TIPPERARY and Waterford provide an attractive pairing for the Munster senior hurling final in this, the 125th season of the GAA’s existence. Spicing it up though, adding a bit of fire, is the fact that in last year’s All-Ireland semi-final, with Tipp hotly-fancied to advance and meet Kilkenny in a dream decider, Waterford bucked the odds.

It wasn’t just the defeat that hurt the Premier County that day, it was the manner of the defeat. They were bullied and blown out of it by Waterford from the first whistle. Though only two points separated the teams at the end, it might as well have been 20 — Tipperary left Croke Park that evening a chastened team.

So, then, this one just may not be as pure as it could be. Oh, all the principals will claim there’s no hangover from 2008, that it’s all water under the bridge, that this game stands on its own merits, and so on.
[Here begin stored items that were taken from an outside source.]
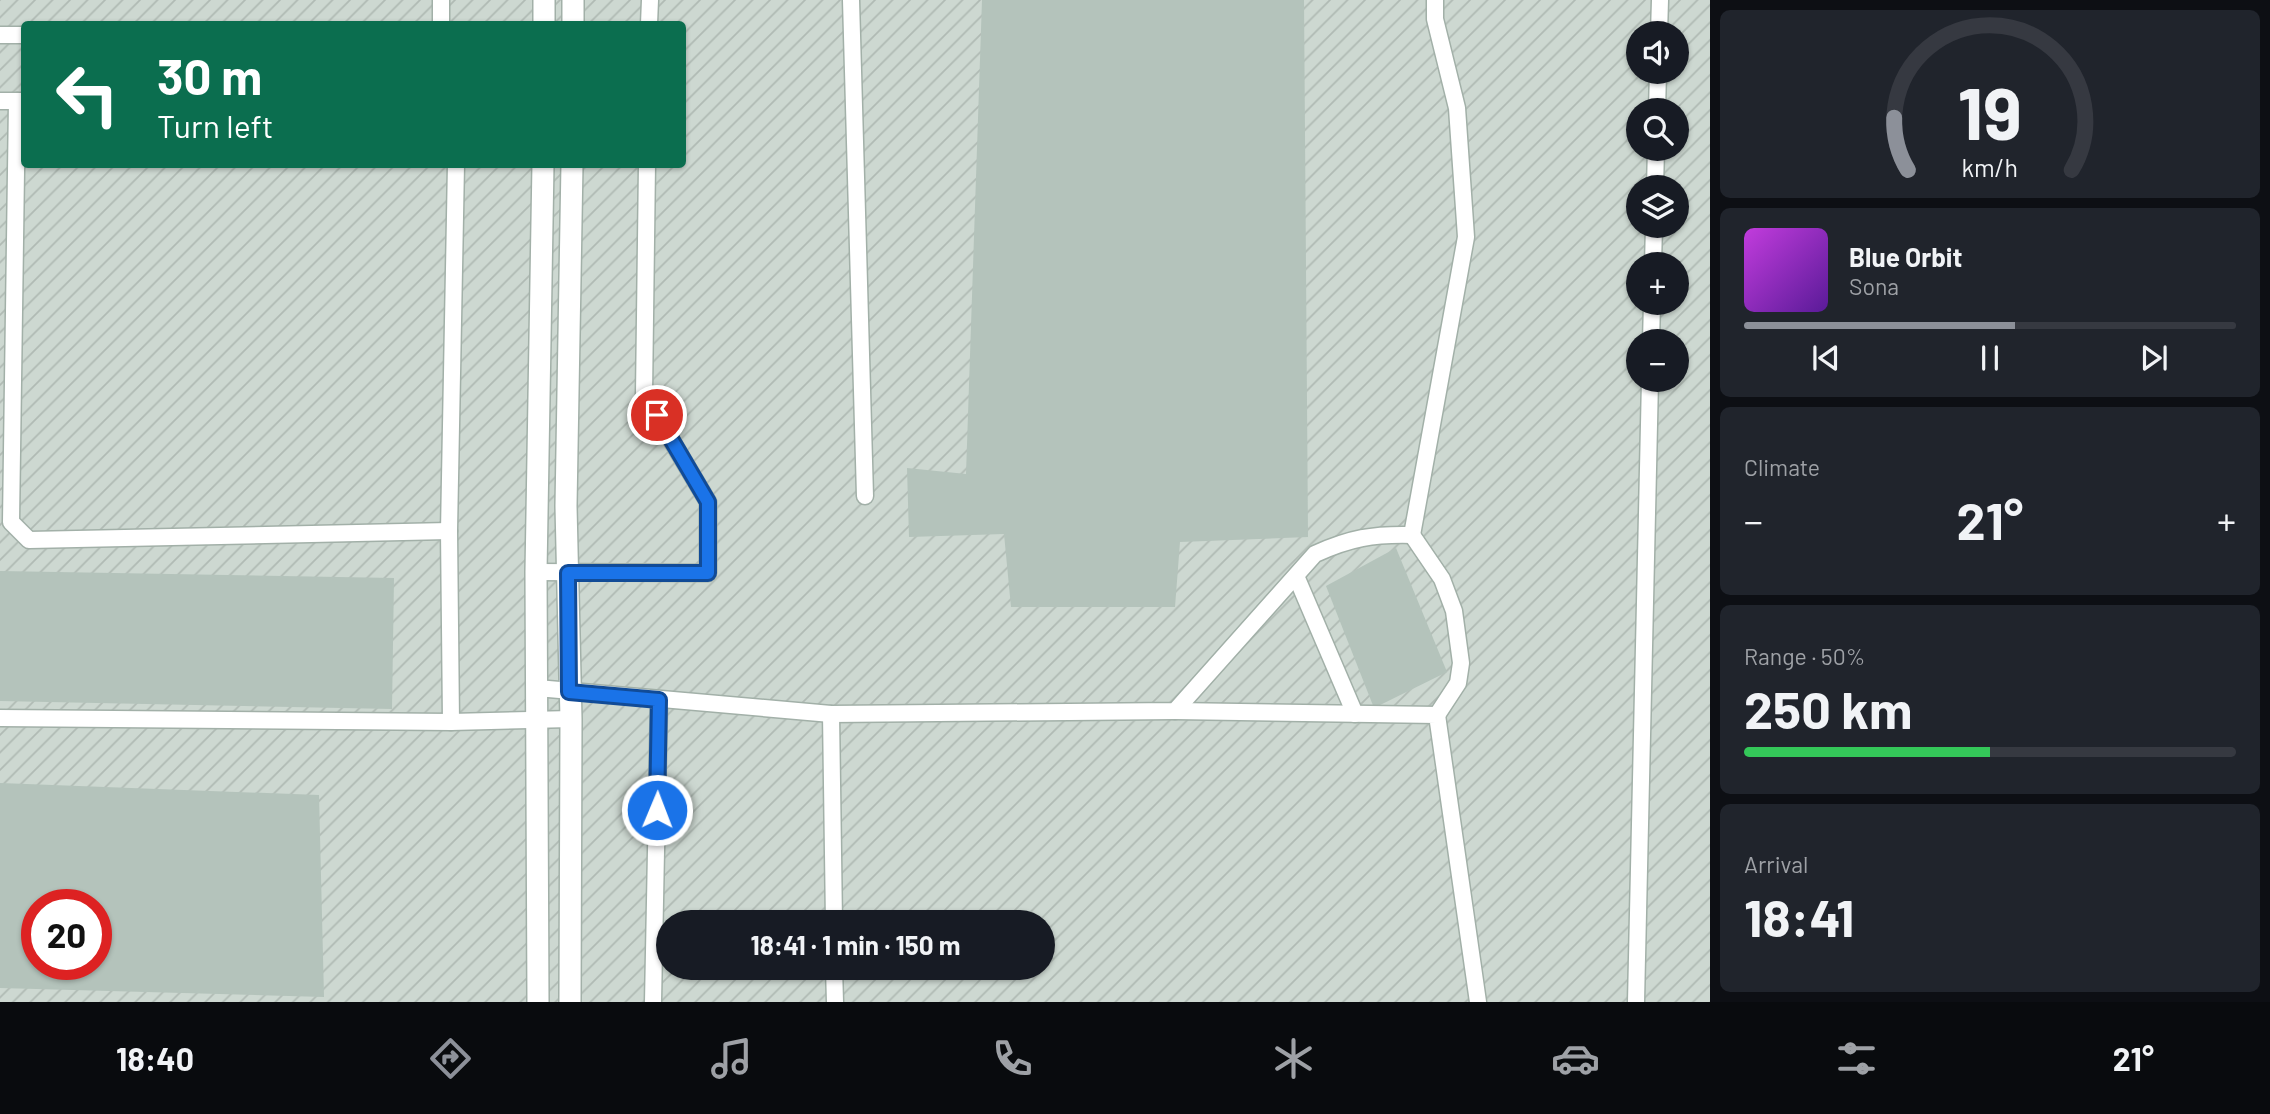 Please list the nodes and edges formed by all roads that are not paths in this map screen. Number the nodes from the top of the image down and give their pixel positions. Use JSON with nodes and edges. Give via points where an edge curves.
{"nodes":[{"id":1,"x":441,"y":0,"type":"edge"},
{"id":2,"x":544,"y":0,"type":"edge"},
{"id":3,"x":573,"y":0,"type":"edge"},
{"id":4,"x":650,"y":0,"type":"edge"},
{"id":5,"x":850,"y":0,"type":"edge"},
{"id":6,"x":1435,"y":0,"type":"edge"},
{"id":7,"x":1661,"y":0,"type":"edge"},
{"id":8,"x":441,"y":21,"type":"edge"},
{"id":9,"x":544,"y":21,"type":"edge"},
{"id":10,"x":573,"y":21,"type":"edge"},
{"id":11,"x":649,"y":21,"type":"edge"},
{"id":12,"x":1660,"y":21,"type":"edge"},
{"id":13,"x":0,"y":35,"type":"edge"},
{"id":14,"x":21,"y":35,"type":"edge"},
{"id":15,"x":0,"y":101,"type":"edge"},
{"id":16,"x":21,"y":101,"type":"edge"},
{"id":17,"x":456,"y":168,"type":"edge"},
{"id":18,"x":543,"y":168,"type":"edge"},
{"id":19,"x":572,"y":168,"type":"edge"},
{"id":20,"x":647,"y":168,"type":"edge"},
{"id":21,"x":1650,"y":392,"type":"edge"},
{"id":22,"x":864,"y":496,"type":"dead end"},
{"id":23,"x":449,"y":531,"type":"junction"},
{"id":24,"x":1412,"y":535,"type":"junction"},
{"id":25,"x":536,"y":572,"type":"junction"},
{"id":26,"x":568,"y":573,"type":"junction"},
{"id":27,"x":1296,"y":576,"type":"junction"},
{"id":28,"x":537,"y":688,"type":"junction"},
{"id":29,"x":569,"y":692,"type":"junction"},
{"id":30,"x":659,"y":700,"type":"junction"},
{"id":31,"x":1175,"y":711,"type":"junction"},
{"id":32,"x":1355,"y":713,"type":"junction"},
{"id":33,"x":831,"y":714,"type":"junction"},
{"id":34,"x":1437,"y":715,"type":"junction"},
{"id":35,"x":0,"y":719,"type":"edge"},
{"id":36,"x":571,"y":719,"type":"junction"},
{"id":37,"x":536,"y":720,"type":"junction"},
{"id":38,"x":451,"y":722,"type":"junction"},
{"id":39,"x":834,"y":910,"type":"edge"},
{"id":40,"x":834,"y":980,"type":"edge"},
{"id":41,"x":538,"y":1002,"type":"edge"},
{"id":42,"x":570,"y":1002,"type":"edge"},
{"id":43,"x":653,"y":1002,"type":"edge"},
{"id":44,"x":835,"y":1002,"type":"edge"},
{"id":45,"x":1478,"y":1002,"type":"edge"},
{"id":46,"x":1636,"y":1002,"type":"edge"}],
"edges":[{"from":1,"to":8,"type":"lane"},
{"from":2,"to":9,"type":"street"},
{"from":3,"to":10,"type":"street"},
{"from":4,"to":11,"type":"lane"},
{"from":5,"to":22,"type":"lane"},
{"from":6,"to":24,"type":"lane","via":[[1457,108],[1466,237]]},
{"from":7,"to":12,"type":"lane"},
{"from":13,"to":14,"type":"lane"},
{"from":15,"to":16,"type":"lane"},
{"from":16,"to":23,"type":"lane","via":[[11,522],[29,540]]},
{"from":17,"to":23,"type":"lane"},
{"from":18,"to":25,"type":"street"},
{"from":19,"to":26,"type":"street"},
{"from":20,"to":26,"type":"lane","via":[[644,394],[708,502],[708,573]]},
{"from":21,"to":46,"type":"lane"},
{"from":23,"to":38,"type":"lane"},
{"from":24,"to":27,"type":"lane","via":[[1347,540],[1315,554]]},
{"from":24,"to":34,"type":"lane","via":[[1441,579],[1454,611],[1461,663],[1458,683]]},
{"from":25,"to":26,"type":"lane"},
{"from":25,"to":28,"type":"street"},
{"from":26,"to":29,"type":"street"},
{"from":27,"to":31,"type":"lane"},
{"from":27,"to":32,"type":"lane"},
{"from":28,"to":29,"type":"lane"},
{"from":28,"to":37,"type":"street"},
{"from":29,"to":30,"type":"lane"},
{"from":29,"to":36,"type":"street"},
{"from":30,"to":33,"type":"lane"},
{"from":30,"to":43,"type":"lane"},
{"from":31,"to":32,"type":"lane"},
{"from":31,"to":33,"type":"lane"},
{"from":32,"to":34,"type":"lane"},
{"from":33,"to":39,"type":"lane"},
{"from":34,"to":45,"type":"lane"},
{"from":35,"to":38,"type":"lane"},
{"from":36,"to":37,"type":"lane"},
{"from":36,"to":42,"type":"street"},
{"from":37,"to":38,"type":"lane"},
{"from":37,"to":41,"type":"street"},
{"from":40,"to":44,"type":"lane"}]}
James Woodlock was midfield for Tipperary that day and will be midfield again tomorrow. He insists there are no residuals from last season’s Croke Park meeting, then goes straight on to contradict himself. Woodlock said: “The only thing that’s left over from last year is that they beat us, and unless we beat them now we’re not going to be proven against Waterford, they are still going to be the better team. Obviously we were gutted, we were devastated — you can name any other word you want — coming out of that dressing room, and all we can do is store that into our memory bank, and we’ll use that coming out tomorrow.”
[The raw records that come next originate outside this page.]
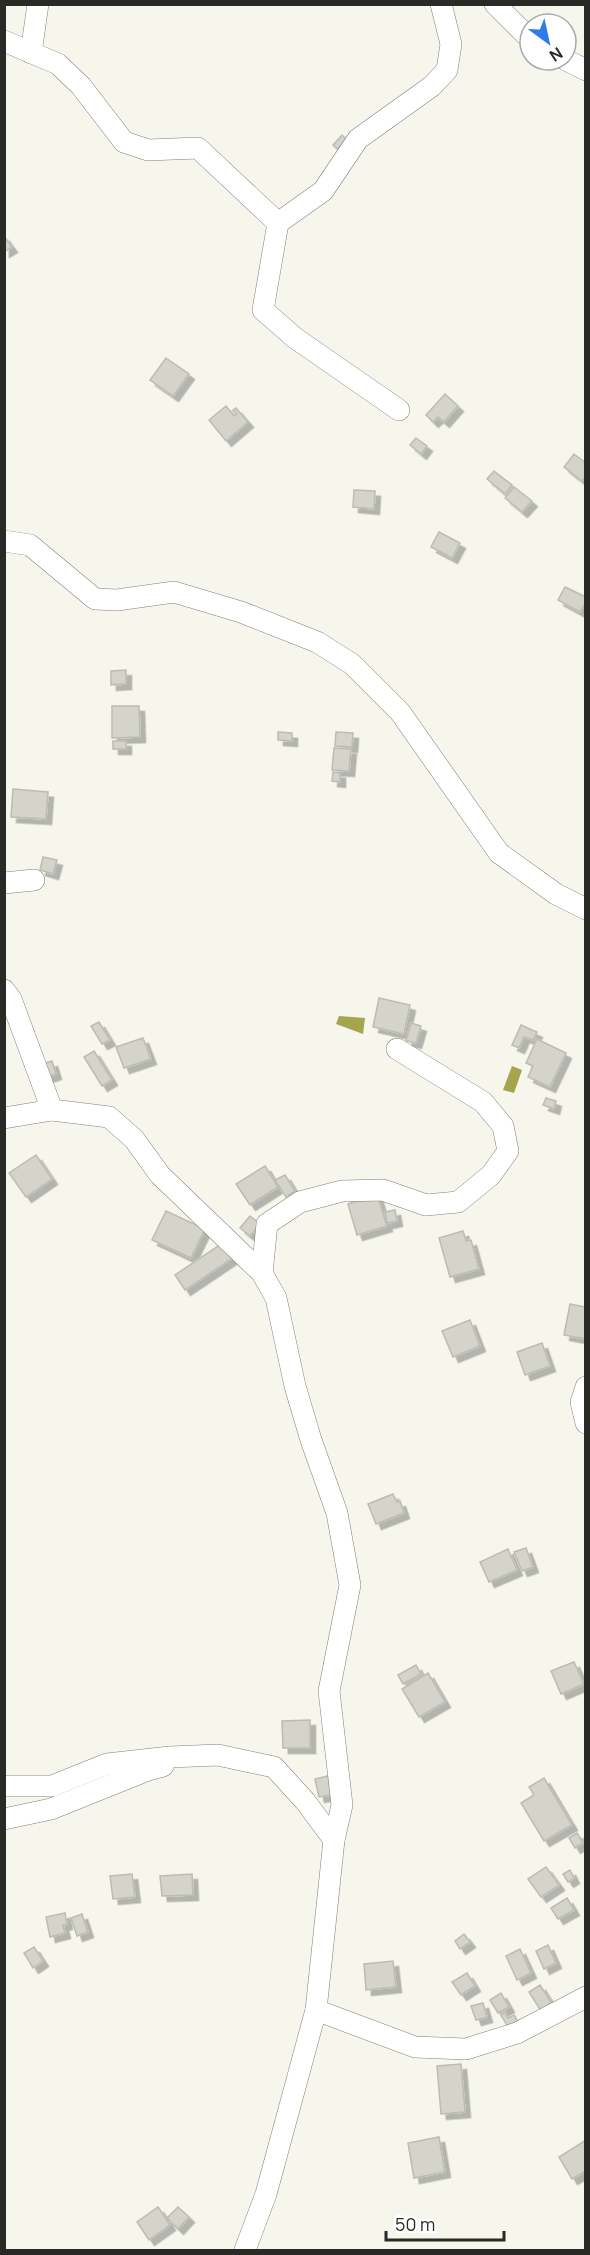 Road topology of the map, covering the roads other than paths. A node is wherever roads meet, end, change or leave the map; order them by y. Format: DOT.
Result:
graph roads {
  1 [pos="38,4"];
  2 [pos="441,4"];
  3 [pos="495,4"];
  4 [pos="518,27"];
  5 [pos="4,41"];
  6 [pos="31,52"];
  7 [pos="278,223"];
  8 [pos="399,410"];
  9 [pos="4,541"];
  10 [pos="34,880"];
  11 [pos="4,883"];
  12 [pos="585,909"];
  13 [pos="4,990"];
  14 [pos="397,1048"];
  15 [pos="52,1110"];
  16 [pos="4,1118"];
  17 [pos="262,1273"];
  18 [pos="585,1387"];
  19 [pos="585,1423"];
  20 [pos="170,1757"];
  21 [pos="4,1786"];
  22 [pos="4,1819"];
  23 [pos="334,1840"];
  24 [pos="585,1997"];
  25 [pos="316,2010"];
  26 [pos="245,2250"];
  1 -- 6 [label="street"];
  2 -- 7 [label="street"];
  3 -- 4 [label="street"];
  5 -- 6 [label="street"];
  6 -- 7 [label="street"];
  7 -- 8 [label="street"];
  9 -- 12 [label="street"];
  10 -- 11 [label="street"];
  13 -- 15 [label="street"];
  14 -- 17 [label="street"];
  15 -- 16 [label="street"];
  15 -- 17 [label="street"];
  17 -- 23 [label="street"];
  18 -- 19 [label="street"];
  20 -- 21 [label="street"];
  20 -- 22 [label="street"];
  20 -- 23 [label="street"];
  23 -- 25 [label="street"];
  24 -- 25 [label="street"];
  25 -- 26 [label="street"];
}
Not a factor, then, yet it is, but you know where James is coming from. Tipp don’t want to make a big deal of it, certainly they don’t want to be distracted by it, but it’s there, undeniably. They went into that game last year as red-hot favourites, with Waterford Crystal, National League and Munster titles all safely tucked away. Facing them was a Waterford side sent on the low road to the All-Ireland play-offs with a heavy first-round loss to Clare in Munster and the Déise were unimpressive in their one-point quarter-final win over Wexford. But, Tipp were caught cold, perhaps even caught complacent at GAA headquarters. Woodlock continued: “We had five weeks off without a championship match and Waterford were coming in under the radar, they hadn’t had fantastic performances up along, but they really came in and rose to us on the day. They were a lot more physical from the start and we failed to cope with it for about 10 to 15 minutes. then we came back into it and I think at one stage in the second half we went two points up, but they clawed it back again on us. Maybe on the day complacency set in. Everybody was talking about a Tipperary-Kilkenny final, but it didn’t materialise. We tried not to believe it but maybe we did and maybe that’s what caught us. That’s not taking from Waterford’s performance, they were obviously the better team on the day but we’ll have to be a lot more physical for this year.” That, you see, was the lesson learned that afternoon — Tipp needed to be more physical, because they weren’t just bundled out of the championship, they were bullied out it. “I’d agree with that. Waterford came out and they used the hurl from the start — and before the start, I won’t hide that either. My recollection would be Seamus Butler (Tipp full-forward) on the ground after taking a severe belt.

“ That’s just stuff that you put in your memory bank; that’s not hurling and that’s not the way we play and when we go out Sunday that’s not going to be in our heads either. We’ll memorise it but when we go out it’s a different game and all we’ll want to concentrate on is hurling, and we’ll want to concentrate on beating Waterford in a Munster final.”

Wait a second James — that’s not hurling? Softening a fella up off the ball with a little testing dig isn’t part of the game in Tipperary anymore?

“Oh yeah, digs will happen, and I’ve given as much as anyone else. Digs are digs, that’s it — some players need to get a dig just to get themselves into a game. It’s a man’s game, you take a belt and you give one, and we’ll mix it with anyone, anytime, but you leave it at that. We have done it in the league final so people can’t say there’s no physicality in Tipperary hurling; against Cork I thought we had it and against Clare I thought we had it again, more so. Obviously we’re progressing but when you come to a Munster final you’ll give it everything on the day, whether it’s hurling or physicality or whatever it is. I think Tipperary can mix with whatever team wants it.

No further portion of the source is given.